> **THE PROBLEM**: Copy each line of the data below in which the word "Albany" can be found.

[Collected data]
►

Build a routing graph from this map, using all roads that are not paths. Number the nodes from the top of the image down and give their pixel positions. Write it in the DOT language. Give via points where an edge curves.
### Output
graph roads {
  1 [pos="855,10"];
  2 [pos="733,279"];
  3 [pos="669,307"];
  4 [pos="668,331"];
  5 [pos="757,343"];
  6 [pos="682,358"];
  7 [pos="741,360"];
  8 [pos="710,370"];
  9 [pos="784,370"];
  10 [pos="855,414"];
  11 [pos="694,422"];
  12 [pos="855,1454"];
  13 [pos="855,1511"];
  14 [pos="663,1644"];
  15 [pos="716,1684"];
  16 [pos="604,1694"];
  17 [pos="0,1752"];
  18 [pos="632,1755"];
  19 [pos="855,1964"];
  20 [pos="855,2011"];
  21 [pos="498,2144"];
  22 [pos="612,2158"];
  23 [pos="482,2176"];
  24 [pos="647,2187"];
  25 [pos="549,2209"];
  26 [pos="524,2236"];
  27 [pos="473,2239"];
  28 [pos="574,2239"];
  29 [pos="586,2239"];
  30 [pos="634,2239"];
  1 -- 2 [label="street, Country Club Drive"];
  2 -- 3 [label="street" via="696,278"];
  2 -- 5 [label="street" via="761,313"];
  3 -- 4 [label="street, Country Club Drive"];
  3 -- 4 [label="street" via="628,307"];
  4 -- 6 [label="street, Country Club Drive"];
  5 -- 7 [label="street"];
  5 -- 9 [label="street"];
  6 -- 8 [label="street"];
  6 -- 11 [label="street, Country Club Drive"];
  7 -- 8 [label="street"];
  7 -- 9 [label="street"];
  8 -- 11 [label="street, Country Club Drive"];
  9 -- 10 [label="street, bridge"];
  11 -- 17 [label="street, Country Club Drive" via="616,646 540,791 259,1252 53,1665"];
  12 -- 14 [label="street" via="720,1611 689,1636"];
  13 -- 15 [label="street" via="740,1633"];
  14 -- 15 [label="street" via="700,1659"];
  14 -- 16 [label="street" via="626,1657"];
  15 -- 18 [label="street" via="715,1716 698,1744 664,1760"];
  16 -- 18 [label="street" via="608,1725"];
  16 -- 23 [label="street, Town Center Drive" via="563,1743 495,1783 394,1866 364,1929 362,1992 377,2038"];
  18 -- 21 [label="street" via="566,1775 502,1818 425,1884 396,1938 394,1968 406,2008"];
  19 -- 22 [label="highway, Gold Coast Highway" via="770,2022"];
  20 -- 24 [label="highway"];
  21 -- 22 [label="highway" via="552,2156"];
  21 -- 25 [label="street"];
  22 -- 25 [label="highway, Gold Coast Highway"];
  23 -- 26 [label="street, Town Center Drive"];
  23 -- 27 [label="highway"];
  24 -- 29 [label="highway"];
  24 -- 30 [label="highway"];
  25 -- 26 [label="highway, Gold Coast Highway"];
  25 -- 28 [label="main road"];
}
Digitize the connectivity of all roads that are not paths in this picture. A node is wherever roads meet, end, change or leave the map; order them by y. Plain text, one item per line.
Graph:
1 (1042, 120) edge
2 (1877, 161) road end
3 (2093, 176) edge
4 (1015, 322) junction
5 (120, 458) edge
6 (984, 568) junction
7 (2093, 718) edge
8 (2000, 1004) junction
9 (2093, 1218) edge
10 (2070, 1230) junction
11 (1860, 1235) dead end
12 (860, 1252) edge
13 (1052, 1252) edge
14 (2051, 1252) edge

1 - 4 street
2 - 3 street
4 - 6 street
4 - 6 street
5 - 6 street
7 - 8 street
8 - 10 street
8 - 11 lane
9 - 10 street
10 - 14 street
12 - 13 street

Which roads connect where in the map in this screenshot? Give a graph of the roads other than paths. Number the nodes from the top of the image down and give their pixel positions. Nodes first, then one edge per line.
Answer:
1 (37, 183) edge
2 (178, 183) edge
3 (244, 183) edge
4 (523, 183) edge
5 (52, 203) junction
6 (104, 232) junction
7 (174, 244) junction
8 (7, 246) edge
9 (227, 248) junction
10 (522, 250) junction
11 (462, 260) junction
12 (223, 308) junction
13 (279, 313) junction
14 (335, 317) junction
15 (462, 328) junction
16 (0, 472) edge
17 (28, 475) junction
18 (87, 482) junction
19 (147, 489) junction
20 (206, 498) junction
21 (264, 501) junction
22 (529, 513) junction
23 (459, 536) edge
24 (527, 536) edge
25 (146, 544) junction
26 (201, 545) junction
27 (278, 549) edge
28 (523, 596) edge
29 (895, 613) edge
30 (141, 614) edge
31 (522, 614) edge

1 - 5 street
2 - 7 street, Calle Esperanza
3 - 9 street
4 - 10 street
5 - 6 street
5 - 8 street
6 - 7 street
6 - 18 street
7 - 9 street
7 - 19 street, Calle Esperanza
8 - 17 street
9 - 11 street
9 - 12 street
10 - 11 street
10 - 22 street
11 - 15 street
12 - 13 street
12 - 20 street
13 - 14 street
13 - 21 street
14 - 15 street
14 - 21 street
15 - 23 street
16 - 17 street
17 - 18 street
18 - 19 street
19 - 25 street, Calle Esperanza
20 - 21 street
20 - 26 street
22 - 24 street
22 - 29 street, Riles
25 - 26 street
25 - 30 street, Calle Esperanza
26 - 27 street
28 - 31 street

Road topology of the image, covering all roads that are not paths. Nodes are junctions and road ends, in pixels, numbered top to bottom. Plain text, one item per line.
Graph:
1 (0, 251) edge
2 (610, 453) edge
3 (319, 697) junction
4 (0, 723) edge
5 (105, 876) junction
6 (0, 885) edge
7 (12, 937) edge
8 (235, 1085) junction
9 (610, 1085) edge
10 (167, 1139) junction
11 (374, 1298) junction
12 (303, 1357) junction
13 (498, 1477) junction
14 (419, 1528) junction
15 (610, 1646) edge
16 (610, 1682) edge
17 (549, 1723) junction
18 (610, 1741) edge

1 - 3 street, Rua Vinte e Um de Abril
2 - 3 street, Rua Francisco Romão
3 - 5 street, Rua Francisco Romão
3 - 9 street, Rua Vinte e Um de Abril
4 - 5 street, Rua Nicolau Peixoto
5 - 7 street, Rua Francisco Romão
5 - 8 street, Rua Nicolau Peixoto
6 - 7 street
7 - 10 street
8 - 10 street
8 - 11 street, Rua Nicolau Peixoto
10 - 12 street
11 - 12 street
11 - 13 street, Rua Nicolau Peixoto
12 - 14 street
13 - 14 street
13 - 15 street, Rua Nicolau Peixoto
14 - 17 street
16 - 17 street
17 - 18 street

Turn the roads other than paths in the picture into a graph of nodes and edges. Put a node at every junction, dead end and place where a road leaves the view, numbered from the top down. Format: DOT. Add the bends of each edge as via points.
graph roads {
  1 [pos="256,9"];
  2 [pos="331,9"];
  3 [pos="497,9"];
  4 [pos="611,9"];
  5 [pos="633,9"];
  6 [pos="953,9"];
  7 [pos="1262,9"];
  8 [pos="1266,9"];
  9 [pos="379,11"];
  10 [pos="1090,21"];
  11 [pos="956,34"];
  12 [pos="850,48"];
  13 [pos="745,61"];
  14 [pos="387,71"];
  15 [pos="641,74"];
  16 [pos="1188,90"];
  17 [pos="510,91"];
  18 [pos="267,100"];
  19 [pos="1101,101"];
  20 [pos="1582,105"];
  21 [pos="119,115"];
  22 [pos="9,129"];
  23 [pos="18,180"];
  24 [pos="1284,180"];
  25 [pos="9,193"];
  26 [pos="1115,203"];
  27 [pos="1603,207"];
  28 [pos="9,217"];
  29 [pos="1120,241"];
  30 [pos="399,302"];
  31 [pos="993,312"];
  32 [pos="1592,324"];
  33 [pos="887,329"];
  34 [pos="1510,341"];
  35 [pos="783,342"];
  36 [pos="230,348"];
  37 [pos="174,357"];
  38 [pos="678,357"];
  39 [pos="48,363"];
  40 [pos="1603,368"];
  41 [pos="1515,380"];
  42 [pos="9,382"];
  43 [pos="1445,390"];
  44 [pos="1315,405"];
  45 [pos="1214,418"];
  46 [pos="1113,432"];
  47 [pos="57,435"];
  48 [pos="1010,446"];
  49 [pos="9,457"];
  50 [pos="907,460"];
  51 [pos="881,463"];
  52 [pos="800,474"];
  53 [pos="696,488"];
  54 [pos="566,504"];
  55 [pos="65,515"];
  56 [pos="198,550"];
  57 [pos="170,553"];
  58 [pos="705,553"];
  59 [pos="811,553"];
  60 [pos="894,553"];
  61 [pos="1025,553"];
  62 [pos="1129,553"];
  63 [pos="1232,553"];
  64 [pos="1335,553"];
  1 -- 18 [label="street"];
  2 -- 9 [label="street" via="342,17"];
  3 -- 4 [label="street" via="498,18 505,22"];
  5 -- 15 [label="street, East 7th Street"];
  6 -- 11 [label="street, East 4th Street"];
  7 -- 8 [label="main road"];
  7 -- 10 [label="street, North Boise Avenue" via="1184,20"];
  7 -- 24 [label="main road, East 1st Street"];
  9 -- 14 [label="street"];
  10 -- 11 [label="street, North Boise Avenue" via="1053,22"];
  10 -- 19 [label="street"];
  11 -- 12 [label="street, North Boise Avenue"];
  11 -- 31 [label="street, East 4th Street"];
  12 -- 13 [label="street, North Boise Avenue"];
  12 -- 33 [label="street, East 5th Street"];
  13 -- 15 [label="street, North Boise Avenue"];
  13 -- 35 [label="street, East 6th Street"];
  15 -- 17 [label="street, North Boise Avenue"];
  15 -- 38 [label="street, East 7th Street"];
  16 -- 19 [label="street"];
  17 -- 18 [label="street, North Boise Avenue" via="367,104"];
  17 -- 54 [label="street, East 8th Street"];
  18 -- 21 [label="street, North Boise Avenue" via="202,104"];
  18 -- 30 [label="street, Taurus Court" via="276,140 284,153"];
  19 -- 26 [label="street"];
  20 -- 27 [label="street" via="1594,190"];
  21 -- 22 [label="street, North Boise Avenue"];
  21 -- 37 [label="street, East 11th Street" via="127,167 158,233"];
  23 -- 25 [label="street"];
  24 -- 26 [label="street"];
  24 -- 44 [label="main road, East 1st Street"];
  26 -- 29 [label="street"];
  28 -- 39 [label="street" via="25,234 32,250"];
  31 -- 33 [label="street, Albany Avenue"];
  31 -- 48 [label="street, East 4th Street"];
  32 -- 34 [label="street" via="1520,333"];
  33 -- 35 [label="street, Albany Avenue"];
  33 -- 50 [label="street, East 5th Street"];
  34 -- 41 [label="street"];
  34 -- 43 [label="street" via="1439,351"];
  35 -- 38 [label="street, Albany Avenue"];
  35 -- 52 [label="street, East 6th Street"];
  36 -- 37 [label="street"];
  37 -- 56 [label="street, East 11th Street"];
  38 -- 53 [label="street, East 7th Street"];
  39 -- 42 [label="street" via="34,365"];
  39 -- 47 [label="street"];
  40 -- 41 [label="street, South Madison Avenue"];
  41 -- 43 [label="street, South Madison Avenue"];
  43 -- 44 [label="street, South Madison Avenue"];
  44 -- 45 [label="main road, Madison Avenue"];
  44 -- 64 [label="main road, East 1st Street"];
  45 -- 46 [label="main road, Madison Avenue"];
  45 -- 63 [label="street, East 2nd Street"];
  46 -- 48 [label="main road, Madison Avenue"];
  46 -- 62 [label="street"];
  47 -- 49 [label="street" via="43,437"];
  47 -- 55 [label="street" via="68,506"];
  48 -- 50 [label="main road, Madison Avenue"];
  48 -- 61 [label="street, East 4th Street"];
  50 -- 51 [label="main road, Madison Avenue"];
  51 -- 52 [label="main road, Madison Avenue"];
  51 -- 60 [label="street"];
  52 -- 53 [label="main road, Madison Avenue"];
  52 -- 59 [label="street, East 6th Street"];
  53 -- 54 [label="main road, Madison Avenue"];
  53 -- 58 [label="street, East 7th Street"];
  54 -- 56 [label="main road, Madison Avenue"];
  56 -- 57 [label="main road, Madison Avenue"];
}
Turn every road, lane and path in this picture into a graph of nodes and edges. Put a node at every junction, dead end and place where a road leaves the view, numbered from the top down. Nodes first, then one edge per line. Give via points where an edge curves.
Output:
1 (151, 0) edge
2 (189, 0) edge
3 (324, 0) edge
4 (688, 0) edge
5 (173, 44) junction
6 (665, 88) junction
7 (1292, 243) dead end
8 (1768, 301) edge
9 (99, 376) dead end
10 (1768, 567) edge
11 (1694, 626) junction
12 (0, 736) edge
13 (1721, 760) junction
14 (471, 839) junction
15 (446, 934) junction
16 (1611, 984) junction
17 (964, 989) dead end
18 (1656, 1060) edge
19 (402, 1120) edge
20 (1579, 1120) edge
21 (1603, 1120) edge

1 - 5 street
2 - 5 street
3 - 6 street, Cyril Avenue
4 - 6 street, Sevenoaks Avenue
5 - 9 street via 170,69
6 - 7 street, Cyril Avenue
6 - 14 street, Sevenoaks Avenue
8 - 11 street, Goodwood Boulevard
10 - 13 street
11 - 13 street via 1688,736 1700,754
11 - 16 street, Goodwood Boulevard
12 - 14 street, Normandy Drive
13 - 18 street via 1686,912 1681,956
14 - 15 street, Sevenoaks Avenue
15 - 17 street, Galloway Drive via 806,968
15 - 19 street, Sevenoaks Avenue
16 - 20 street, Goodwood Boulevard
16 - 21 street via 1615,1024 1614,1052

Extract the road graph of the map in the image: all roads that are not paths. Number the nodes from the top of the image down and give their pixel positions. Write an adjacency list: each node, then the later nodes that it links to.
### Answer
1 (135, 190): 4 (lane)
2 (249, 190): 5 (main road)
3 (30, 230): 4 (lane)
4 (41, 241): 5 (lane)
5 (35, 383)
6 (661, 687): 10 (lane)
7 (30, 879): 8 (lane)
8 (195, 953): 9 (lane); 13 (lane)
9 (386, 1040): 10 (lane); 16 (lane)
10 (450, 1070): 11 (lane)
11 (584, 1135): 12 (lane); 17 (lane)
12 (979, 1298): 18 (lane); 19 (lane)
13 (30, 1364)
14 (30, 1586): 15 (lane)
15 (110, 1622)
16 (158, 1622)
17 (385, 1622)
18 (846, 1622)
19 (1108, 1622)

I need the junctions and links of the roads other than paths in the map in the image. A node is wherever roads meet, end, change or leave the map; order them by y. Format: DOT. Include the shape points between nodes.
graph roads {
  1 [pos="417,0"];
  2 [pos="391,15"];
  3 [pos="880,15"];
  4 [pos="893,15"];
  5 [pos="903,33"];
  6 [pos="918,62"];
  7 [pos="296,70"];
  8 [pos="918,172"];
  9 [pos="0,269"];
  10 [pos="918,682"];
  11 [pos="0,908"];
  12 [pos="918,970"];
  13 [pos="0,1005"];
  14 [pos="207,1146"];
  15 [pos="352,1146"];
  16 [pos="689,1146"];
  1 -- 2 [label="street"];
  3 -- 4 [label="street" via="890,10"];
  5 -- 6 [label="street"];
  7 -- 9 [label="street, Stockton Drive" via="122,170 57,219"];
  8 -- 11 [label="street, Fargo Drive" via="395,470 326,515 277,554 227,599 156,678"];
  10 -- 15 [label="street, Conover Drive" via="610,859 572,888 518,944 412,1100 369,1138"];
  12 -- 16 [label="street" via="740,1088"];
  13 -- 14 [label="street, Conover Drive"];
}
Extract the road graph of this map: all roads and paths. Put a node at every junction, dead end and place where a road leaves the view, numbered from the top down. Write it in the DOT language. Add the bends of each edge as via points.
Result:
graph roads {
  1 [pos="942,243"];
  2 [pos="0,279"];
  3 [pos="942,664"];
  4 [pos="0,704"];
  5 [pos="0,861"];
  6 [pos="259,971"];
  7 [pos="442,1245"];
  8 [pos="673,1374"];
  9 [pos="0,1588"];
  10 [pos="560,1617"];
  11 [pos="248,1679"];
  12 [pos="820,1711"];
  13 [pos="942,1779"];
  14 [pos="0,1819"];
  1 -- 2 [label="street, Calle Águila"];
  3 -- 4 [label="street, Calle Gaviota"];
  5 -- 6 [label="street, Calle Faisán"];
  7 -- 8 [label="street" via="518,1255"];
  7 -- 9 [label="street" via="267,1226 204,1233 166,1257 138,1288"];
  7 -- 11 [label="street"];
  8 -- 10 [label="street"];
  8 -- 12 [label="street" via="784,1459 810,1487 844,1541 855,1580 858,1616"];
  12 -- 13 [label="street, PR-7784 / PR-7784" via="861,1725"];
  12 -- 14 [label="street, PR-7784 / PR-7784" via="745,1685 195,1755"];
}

◄

> **ANSWER SPACE**:
  31 -- 33 [label="street, Albany Avenue"];
  33 -- 35 [label="street, Albany Avenue"];
  35 -- 38 [label="street, Albany Avenue"];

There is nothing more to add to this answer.